**Structured pose outputs:**

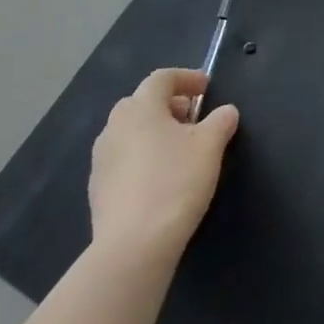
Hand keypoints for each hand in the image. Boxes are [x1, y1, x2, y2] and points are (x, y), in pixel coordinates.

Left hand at [89, 68, 238, 259]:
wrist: (133, 246)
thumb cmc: (175, 182)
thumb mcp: (210, 146)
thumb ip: (221, 121)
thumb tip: (226, 111)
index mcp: (140, 107)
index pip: (162, 78)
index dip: (187, 78)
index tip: (207, 88)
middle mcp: (114, 126)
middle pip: (143, 102)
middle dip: (170, 105)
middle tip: (194, 119)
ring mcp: (101, 158)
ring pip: (131, 131)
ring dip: (155, 132)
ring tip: (179, 150)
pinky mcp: (97, 188)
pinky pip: (123, 159)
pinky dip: (143, 157)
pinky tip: (160, 179)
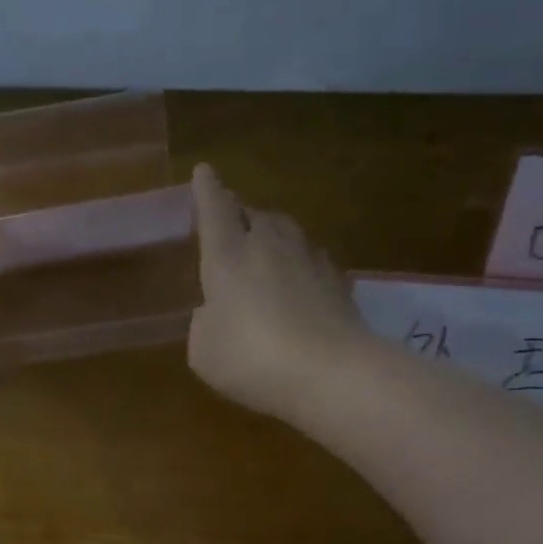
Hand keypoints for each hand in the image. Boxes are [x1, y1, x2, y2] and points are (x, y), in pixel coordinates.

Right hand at [187, 163, 368, 420]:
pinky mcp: (338, 282)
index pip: (214, 209)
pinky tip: (299, 278)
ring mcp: (308, 260)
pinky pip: (312, 259)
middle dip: (238, 213)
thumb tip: (215, 312)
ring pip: (286, 231)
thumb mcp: (204, 351)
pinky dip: (300, 262)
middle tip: (230, 219)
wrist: (332, 373)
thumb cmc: (252, 358)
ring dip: (271, 233)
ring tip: (264, 244)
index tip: (204, 170)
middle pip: (253, 214)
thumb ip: (204, 324)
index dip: (206, 190)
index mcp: (228, 255)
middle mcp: (268, 246)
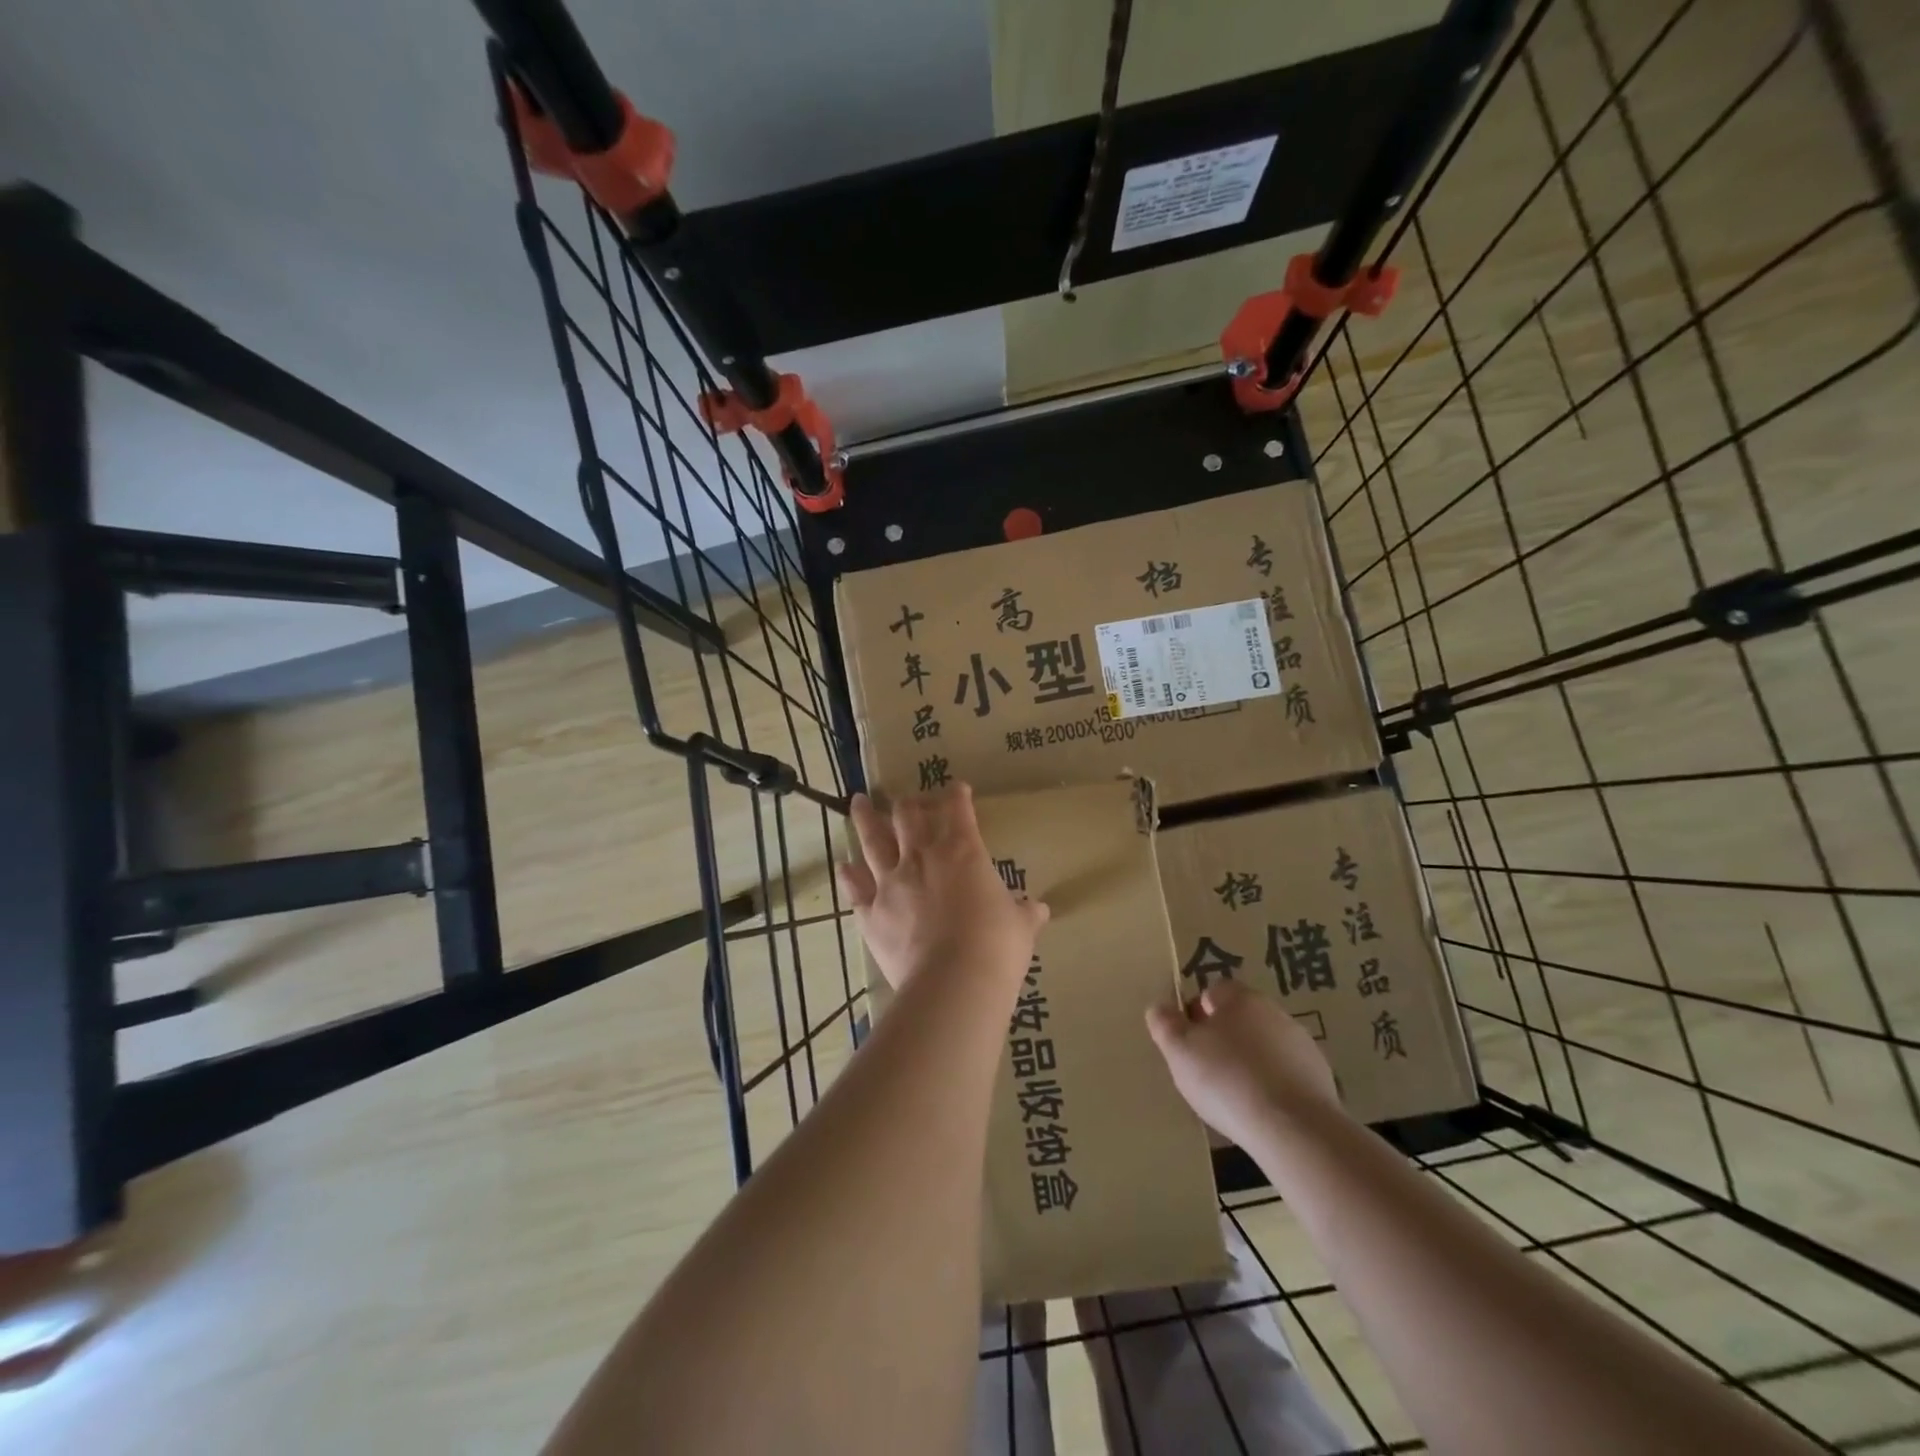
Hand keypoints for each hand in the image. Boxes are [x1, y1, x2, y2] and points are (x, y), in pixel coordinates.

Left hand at [836, 785, 1048, 992]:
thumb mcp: (1021, 927)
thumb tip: (1040, 909)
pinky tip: (842, 866)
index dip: (957, 795)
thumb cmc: (997, 946)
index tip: (957, 788)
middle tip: (904, 799)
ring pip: (872, 840)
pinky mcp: (872, 913)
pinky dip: (848, 877)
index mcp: (963, 852)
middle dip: (907, 803)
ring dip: (864, 819)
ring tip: (857, 802)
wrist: (954, 981)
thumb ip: (1026, 913)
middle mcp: (922, 857)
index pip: (958, 810)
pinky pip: (856, 889)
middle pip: (907, 816)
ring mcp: (891, 883)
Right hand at [1145, 978, 1343, 1145]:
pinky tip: (1262, 1110)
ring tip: (1234, 1095)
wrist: (1295, 1130)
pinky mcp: (1321, 1078)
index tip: (1187, 1043)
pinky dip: (1273, 1085)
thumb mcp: (1179, 1051)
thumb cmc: (1227, 1080)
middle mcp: (1274, 1012)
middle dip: (1223, 1038)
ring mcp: (1302, 1045)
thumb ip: (1164, 1024)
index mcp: (1240, 998)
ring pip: (1265, 1045)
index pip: (1213, 992)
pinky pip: (1286, 1074)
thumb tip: (1159, 1008)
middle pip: (1240, 1017)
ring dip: (1250, 1061)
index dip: (1196, 1014)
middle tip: (1206, 1069)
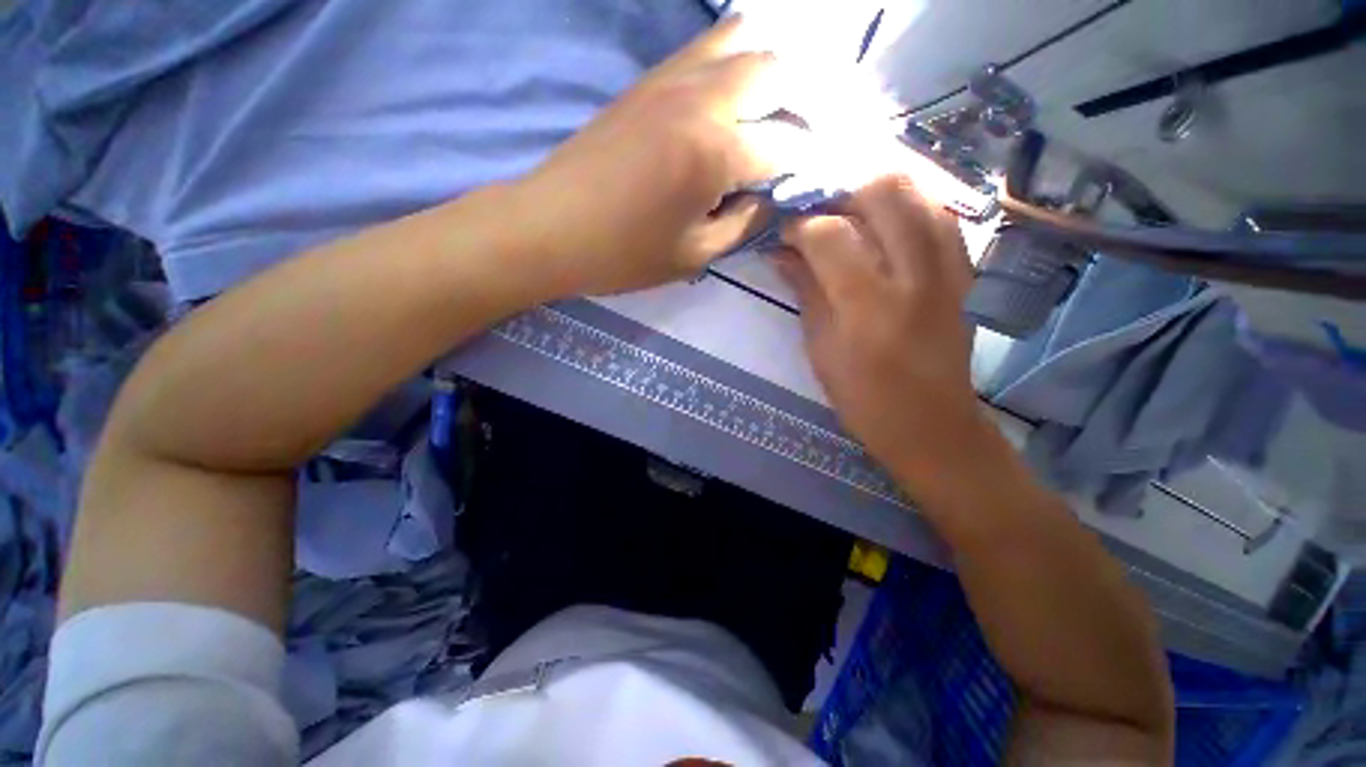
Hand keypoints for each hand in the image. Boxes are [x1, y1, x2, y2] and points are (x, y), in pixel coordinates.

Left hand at [511, 17, 781, 297]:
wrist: (550, 228)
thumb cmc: (624, 254)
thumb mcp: (695, 255)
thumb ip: (744, 223)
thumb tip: (770, 199)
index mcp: (717, 151)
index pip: (786, 145)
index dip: (805, 164)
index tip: (806, 181)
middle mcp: (702, 99)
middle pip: (775, 71)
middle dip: (796, 106)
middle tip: (790, 145)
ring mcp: (670, 80)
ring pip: (740, 41)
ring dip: (764, 75)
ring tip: (763, 118)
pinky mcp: (645, 81)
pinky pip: (702, 51)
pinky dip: (729, 66)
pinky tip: (725, 103)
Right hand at [776, 175, 993, 496]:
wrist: (931, 424)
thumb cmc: (863, 398)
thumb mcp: (820, 348)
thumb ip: (805, 291)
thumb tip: (781, 252)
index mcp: (868, 305)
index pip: (829, 234)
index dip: (800, 225)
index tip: (784, 232)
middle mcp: (914, 275)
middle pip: (884, 190)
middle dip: (842, 188)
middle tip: (818, 209)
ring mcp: (949, 268)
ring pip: (919, 192)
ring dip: (877, 189)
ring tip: (848, 208)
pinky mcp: (965, 272)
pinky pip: (939, 215)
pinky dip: (908, 206)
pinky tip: (885, 222)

**Task requirements:** Copy out, word for word, the part of the entries above that begins at the line with "pinky pip: (702, 51)" and ends at the line with "ring dip: (877, 189)", including both.

**Task output:**
pinky pip: (702, 51)
pinky dip: (729, 66)
pinky tip: (725, 103)
Right hand at [776, 175, 993, 496]:
wrist: (931, 424)
thumb cmc: (863, 398)
thumb mcp: (820, 348)
thumb ip: (805, 291)
thumb tip: (781, 252)
index mcp: (868, 305)
index pip: (829, 234)
index dip: (800, 225)
index tip: (784, 232)
middle mcp: (914, 275)
middle pip: (884, 190)
middle dip: (842, 188)
middle tip: (818, 209)
ring mcp: (949, 268)
ring pip: (919, 192)
ring dip: (877, 189)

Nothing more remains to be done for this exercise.